S‐Nitrosated alpha‐1‐acid glycoprotein exhibits antibacterial activity against multidrug‐resistant bacteria strains and synergistically enhances the effect of antibiotics

Alpha‐1‐acid glycoprotein (AGP) is a major acute‐phase protein. Biosynthesis of AGP increases markedly during inflammation and infection, similar to nitric oxide (NO) biosynthesis. AGP variant A (AGP) contains a reduced cysteine (Cys149). Previously, we reported that S‐nitrosated AGP (SNO‐AGP) synthesized by reaction with a NO donor, possessed very strong broad‐spectrum antimicrobial activity (IC(50 )= 10(−9)‐10(−6) M). In this study, using a cecal ligation and puncture animal model, we confirmed that AGP can be endogenously S‐nitrosated during infection. Furthermore, we examined the antibacterial property of SNO‐AGP against multidrug‐resistant Klebsiella pneumoniae and Pseudomonas aeruginosa to investigate the involvement of SNO‐AGP in the host defense system. Our results showed that SNO‐AGP could inhibit multidrug efflux pump, AcrAB‐TolC, a major contributor to bacterial multidrug resistance.

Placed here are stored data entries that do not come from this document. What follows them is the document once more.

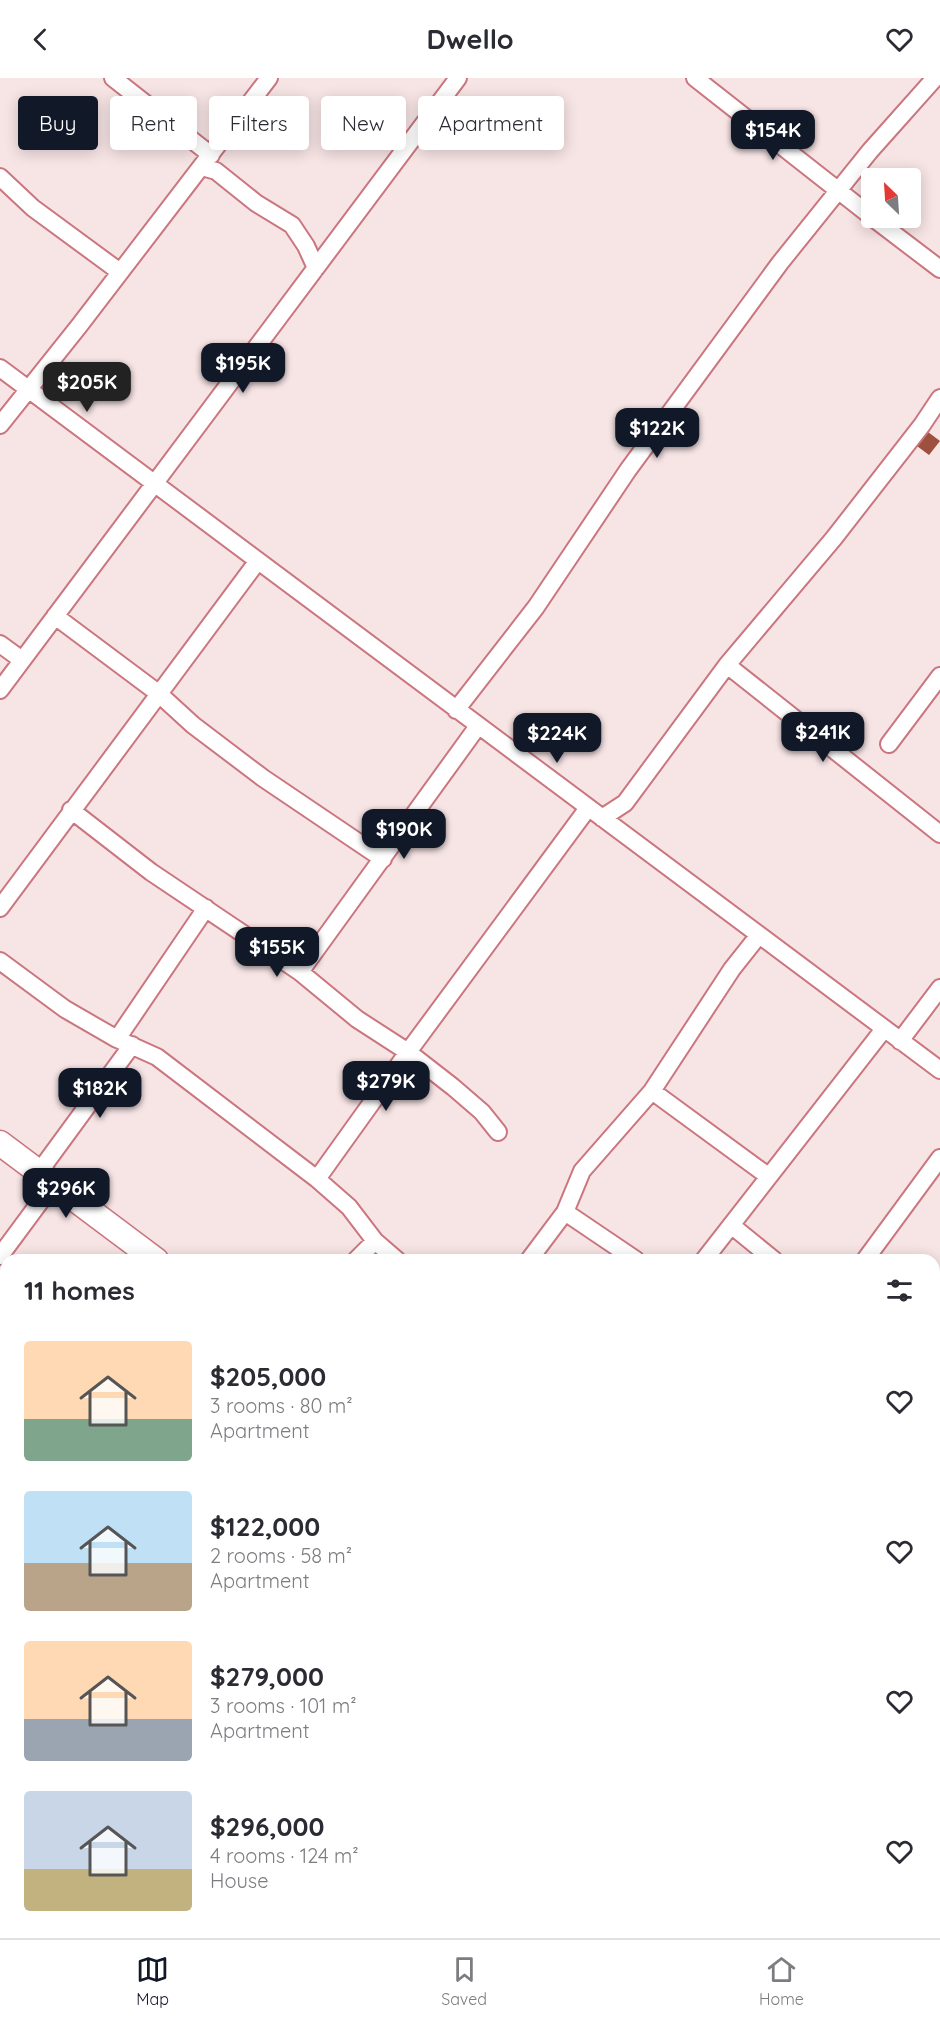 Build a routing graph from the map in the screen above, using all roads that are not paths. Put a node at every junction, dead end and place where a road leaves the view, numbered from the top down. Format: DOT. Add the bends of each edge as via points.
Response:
graph roads {
  1 [pos="113,78"];
  2 [pos="269,78"];
  3 [pos="458,78"];
  4 [pos="695,78"];
  5 [pos="935,78"];
  6 [pos="206,161"];
  7 [pos="0,177"];
  8 [pos="839,192"];
  9 [pos="861,209"];
  10 [pos="886,228"];
  11 [pos="316,268"];
  12 [pos="940,269"];
  13 [pos="120,272"];
  14 [pos="0,368"];
  15 [pos="28,389"];
  16 [pos="940,399"];
  17 [pos="0,425"];
  18 [pos="154,485"];
  19 [pos="257,562"];
  20 [pos="56,616"];
  21 [pos="0,644"];
  22 [pos="22,660"];
  23 [pos="727,665"];
  24 [pos="940,676"];
  25 [pos="0,690"];
  26 [pos="158,693"];
  27 [pos="456,710"];
  28 [pos="478,726"];
  29 [pos="888,744"];
  30 [pos="625,803"];
  31 [pos="71,810"];
  32 [pos="595,813"];
  33 [pos="940,834"];
  34 [pos="626,836"];
  35 [pos="383,860"];
  36 [pos="0,908"];
  37 [pos="206,908"];
  38 [pos="759,935"];
  39 [pos="0,961"];
  40 [pos="300,972"];
  41 [pos="940,988"];
  42 [pos="884,1029"];
  43 [pos="900,1041"];
  44 [pos="124,1042"];
  45 [pos="408,1052"];
  46 [pos="940,1071"];
  47 [pos="652,1091"];
  48 [pos="498,1132"];
  49 [pos="0,1143"];
  50 [pos="940,1158"];
  51 [pos="768,1176"];
  52 [pos="47,1178"];
  53 [pos="317,1179"];
  54 [pos="565,1212"];
  55 [pos="731,1225"];
  56 [pos="375,1241"];
  57 [pos="1,1254"];
  58 [pos="148,1254"];
  59 [pos="362,1254"];
  60 [pos="390,1254"];
  61 [pos="534,1254"];
  62 [pos="627,1254"];
  63 [pos="709,1254"];
  64 [pos="767,1254"];
  65 [pos="869,1254"];
  1 -- 6 [label="street"];
  2 -- 6 [label="street"];
  3 -- 11 [label="street"];
  4 -- 8 [label="street"];
  5 -- 8 [label="street"];
  6 -- 11 [label="street" via="256,203 292,225"];
  6 -- 13 [label="street"];
  7 -- 13 [label="street" via="33,208"];
  8 -- 9 [label="street"];
  8 -- 27 [label="street" via="780,263 683,394 536,607"];
  10 -- 12 [label="street"];
  11 -- 18 [label="street"];
  13 -- 15 [label="street"];
  14 -- 15 [label="street"];
  15 -- 17 [label="street"];
  15 -- 18 [label="street"];
  16 -- 23 [label="street" via="834,538"];
  18 -- 19 [label="street"];
  18 -- 20 [label="street"];
  19 -- 26 [label="street"];
  19 -- 27 [label="street"];
  20 -- 22 [label="street"];
  20 -- 26 [label="street"];
  21 -- 22 [label="street"];
  22 -- 25 [label="street"];
  23 -- 30 [label="street"];
  23 -- 33 [label="street"];
  24 -- 29 [label="street"];
  26 -- 31 [label="street"];
  26 -- 35 [label="street" via="263,778"];
  27 -- 28 [label="street"];
  28 -- 32 [label="street"];
  28 -- 35 [label="street"];
  30 -- 32 [label="street"];
  30 -- 34 [label="street"];
  31 -- 36 [label="street"];
  31 -- 37 [label="street" via="151,872"];
  32 -- 34 [label="street"];
  32 -- 45 [label="street"];
  34 -- 38 [label="street"];
  35 -- 40 [label="street"];
  37 -- 40 [label="street"];
  37 -- 44 [label="street"];
  38 -- 42 [label="street"];
  38 -- 47 [label="street" via="732,969"];
  39 -- 44 [label="street" via="65,1009"];
  40 -- 45 [label="street" via="357,1019"];
  41 -- 43 [label="street"];
  42 -- 43 [label="street"];
  42 -- 51 [label="street"];
  43 -- 46 [label="street"];
  44 -- 52 [label="street"];
  44 -- 53 [label="street" via="157,1057"];
  45 -- 48 [label="street" via="482,1112"];
  45 -- 53 [label="street"];
  47 -- 51 [label="street"];
  47 -- 54 [label="street" via="582,1171"];
  49 -- 52 [label="street"];
  50 -- 65 [label="street"];
  51 -- 55 [label="street"];
  52 -- 57 [label="street"];
  52 -- 58 [label="street"];
  53 -- 56 [label="street" via="349,1208"];
  54 -- 61 [label="street"];
  54 -- 62 [label="street"];
  55 -- 63 [label="street"];
  55 -- 64 [label="street"];
  56 -- 59 [label="street"];
  56 -- 60 [label="street"];
}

In addition, SNO‐AGP decreased biofilm formation and ATP level in bacteria, indicating that SNO‐AGP can revert drug resistance. It was also noteworthy that SNO‐AGP showed synergistic effects with the existing antibiotics (oxacillin, imipenem, norfloxacin, erythromycin, and tetracycline). In conclusion, SNO‐AGP participated in the host defense system and has potential as a novel agent for single or combination antimicrobial therapy.